Stored data entries =>
:::

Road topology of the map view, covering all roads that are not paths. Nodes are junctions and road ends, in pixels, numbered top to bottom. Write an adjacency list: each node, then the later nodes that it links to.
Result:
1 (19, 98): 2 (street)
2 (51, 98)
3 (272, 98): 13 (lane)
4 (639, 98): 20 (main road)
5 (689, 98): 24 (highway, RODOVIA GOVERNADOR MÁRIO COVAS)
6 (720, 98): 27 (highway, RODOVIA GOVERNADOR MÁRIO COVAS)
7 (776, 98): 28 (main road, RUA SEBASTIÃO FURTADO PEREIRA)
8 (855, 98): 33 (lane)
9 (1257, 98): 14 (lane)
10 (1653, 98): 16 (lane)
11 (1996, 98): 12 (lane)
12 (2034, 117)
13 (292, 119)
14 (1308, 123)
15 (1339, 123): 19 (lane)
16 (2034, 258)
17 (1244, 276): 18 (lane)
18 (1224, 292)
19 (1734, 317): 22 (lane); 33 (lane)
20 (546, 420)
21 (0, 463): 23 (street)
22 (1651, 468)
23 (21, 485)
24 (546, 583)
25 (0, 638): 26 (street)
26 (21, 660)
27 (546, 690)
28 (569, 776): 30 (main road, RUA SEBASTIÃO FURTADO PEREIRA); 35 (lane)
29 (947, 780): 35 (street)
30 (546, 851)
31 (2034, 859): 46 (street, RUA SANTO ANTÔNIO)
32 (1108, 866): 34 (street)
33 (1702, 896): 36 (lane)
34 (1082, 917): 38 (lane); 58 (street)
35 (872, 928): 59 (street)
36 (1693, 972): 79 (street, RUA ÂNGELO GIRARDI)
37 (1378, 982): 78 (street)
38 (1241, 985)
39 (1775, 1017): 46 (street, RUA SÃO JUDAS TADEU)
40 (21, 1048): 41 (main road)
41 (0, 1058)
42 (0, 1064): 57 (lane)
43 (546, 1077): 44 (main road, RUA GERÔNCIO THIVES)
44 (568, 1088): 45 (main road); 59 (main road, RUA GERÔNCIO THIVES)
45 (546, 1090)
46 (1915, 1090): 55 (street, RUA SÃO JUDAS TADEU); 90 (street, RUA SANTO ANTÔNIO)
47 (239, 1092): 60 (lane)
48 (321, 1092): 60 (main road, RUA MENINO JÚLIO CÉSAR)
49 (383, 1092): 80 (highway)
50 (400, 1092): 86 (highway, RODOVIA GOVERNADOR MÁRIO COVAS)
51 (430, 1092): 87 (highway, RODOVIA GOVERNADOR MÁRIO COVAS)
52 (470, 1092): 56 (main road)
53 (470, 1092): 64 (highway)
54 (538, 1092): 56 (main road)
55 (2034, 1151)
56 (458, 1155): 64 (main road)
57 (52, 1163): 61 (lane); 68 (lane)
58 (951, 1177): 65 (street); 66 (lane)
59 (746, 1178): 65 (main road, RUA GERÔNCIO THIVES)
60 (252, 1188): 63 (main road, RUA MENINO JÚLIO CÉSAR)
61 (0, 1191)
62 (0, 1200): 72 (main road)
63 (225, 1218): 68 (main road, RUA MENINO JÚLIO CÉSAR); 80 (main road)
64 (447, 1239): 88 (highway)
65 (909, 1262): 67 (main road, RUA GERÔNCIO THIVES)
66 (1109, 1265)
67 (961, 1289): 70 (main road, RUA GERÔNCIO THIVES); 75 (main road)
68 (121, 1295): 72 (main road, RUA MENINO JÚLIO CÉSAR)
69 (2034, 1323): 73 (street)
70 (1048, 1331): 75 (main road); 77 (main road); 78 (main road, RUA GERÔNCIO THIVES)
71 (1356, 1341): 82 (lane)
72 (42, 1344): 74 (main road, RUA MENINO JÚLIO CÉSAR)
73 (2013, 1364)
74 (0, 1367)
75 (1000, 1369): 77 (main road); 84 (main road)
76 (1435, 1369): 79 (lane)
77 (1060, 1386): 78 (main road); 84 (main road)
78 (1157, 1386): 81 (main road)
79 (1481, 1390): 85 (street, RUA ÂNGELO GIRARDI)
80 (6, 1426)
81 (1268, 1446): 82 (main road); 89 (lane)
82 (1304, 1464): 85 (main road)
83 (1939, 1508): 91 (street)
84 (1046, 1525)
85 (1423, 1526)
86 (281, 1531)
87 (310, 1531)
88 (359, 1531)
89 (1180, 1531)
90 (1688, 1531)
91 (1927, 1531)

:::

What the exercise asks => Each entry above has to be duplicated exactly as it stands.

The completed task =>
Road topology of the map view, covering all roads that are not paths. Nodes are junctions and road ends, in pixels, numbered top to bottom. Write an adjacency list: each node, then the later nodes that it links to.
Result:
1 (19, 98): 2 (street)
2 (51, 98)
3 (272, 98): 13 (lane)
4 (639, 98): 20 (main road)
5 (689, 98): 24 (highway, RODOVIA GOVERNADOR MÁRIO COVAS)
6 (720, 98): 27 (highway, RODOVIA GOVERNADOR MÁRIO COVAS)
7 (776, 98): 28 (main road, RUA SEBASTIÃO FURTADO PEREIRA)
8 (855, 98): 33 (lane)
9 (1257, 98): 14 (lane)
10 (1653, 98): 16 (lane)
11 (1996, 98): 12 (lane)
12 (2034, 117)
13 (292, 119)
14 (1308, 123)
15 (1339, 123): 19 (lane)
16 (2034, 258)
17 (1244, 276): 18 (lane)
18 (1224, 292)
19 (1734, 317): 22 (lane); 33 (lane)
20 (546, 420)
21 (0, 463): 23 (street)
22 (1651, 468)
23 (21, 485)
24 (546, 583)
25 (0, 638): 26 (street)
26 (21, 660)
27 (546, 690)
28 (569, 776): 30 (main road, RUA SEBASTIÃO FURTADO PEREIRA); 35 (lane)
29 (947, 780): 35 (street)
30 (546, 851)
31 (2034, 859): 46 (street, RUA SANTO ANTÔNIO)
32 (1108, 866): 34 (street)
33 (1702, 896): 36 (lane)
34 (1082, 917): 38 (lane); 58 (street)
35 (872, 928): 59 (street)
36 (1693, 972): 79 (street, RUA ÂNGELO GIRARDI)
37 (1378, 982): 78 (street)
38 (1241, 985)
39 (1775, 1017): 46 (street, RUA SÃO JUDAS TADEU)
40 (21, 1048): 41 (main road)
41 (0, 1058)
42 (0, 1064): 57 (lane)
43 (546, 1077): 44 (main road, RUA GERÔNCIO THIVES)
44 (568, 1088): 45 (main road); 59 (main road, RUA GERÔNCIO THIVES)
45 (546, 1090)
46 (1915, 1090): 55 (street, RUA SÃO JUDAS TADEU); 90 (street, RUA SANTO ANTÔNIO)
47 (239, 1092): 60 (lane)
48 (321, 1092): 60 (main road, RUA MENINO JÚLIO CÉSAR)
49 (383, 1092): 80 (highway)
50 (400, 1092): 86 (highway, RODOVIA GOVERNADOR MÁRIO COVAS)
51 (430, 1092): 87 (highway, RODOVIA GOVERNADOR MÁRIO COVAS)
52 (470, 1092): 56 (main road)
53 (470, 1092): 64 (highway)
54 (538, 1092): 56 (main road)
55 (2034, 1151)
56 (458, 1155): 64 (main road)
57 (52, 1163): 61 (lane); 68 (lane)
58 (951, 1177): 65 (street); 66 (lane)
59 (746, 1178): 65 (main road, RUA GERÔNCIO THIVES)
60 (252, 1188): 63 (main road, RUA MENINO JÚLIO CÉSAR)
61 (0, 1191)
62 (0, 1200): 72 (main road)
63 (225, 1218): 68 (main road, RUA MENINO JÚLIO CÉSAR); 80 (main road)
64 (447, 1239): 88 (highway)
65 (909, 1262): 67 (main road, RUA GERÔNCIO THIVES)
66 (1109, 1265)
67 (961, 1289): 70 (main road, RUA GERÔNCIO THIVES); 75 (main road)
68 (121, 1295): 72 (main road, RUA MENINO JÚLIO CÉSAR)
69 (2034, 1323): 73 (street)
70 (1048, 1331): 75 (main road); 77 (main road); 78 (main road, RUA GERÔNCIO THIVES)
71 (1356, 1341): 82 (lane)
72 (42, 1344): 74 (main road, RUA MENINO JÚLIO CÉSAR)
73 (2013, 1364)
74 (0, 1367)
75 (1000, 1369): 77 (main road); 84 (main road)
76 (1435, 1369): 79 (lane)
77 (1060, 1386): 78 (main road); 84 (main road)
78 (1157, 1386): 81 (main road)
79 (1481, 1390): 85 (street, RUA ÂNGELO GIRARDI)
80 (6, 1426)
81 (1268, 1446): 82 (main road); 89 (lane)
82 (1304, 1464): 85 (main road)
83 (1939, 1508): 91 (street)
84 (1046, 1525)
85 (1423, 1526)
86 (281, 1531)
87 (310, 1531)
88 (359, 1531)
89 (1180, 1531)
90 (1688, 1531)
91 (1927, 1531)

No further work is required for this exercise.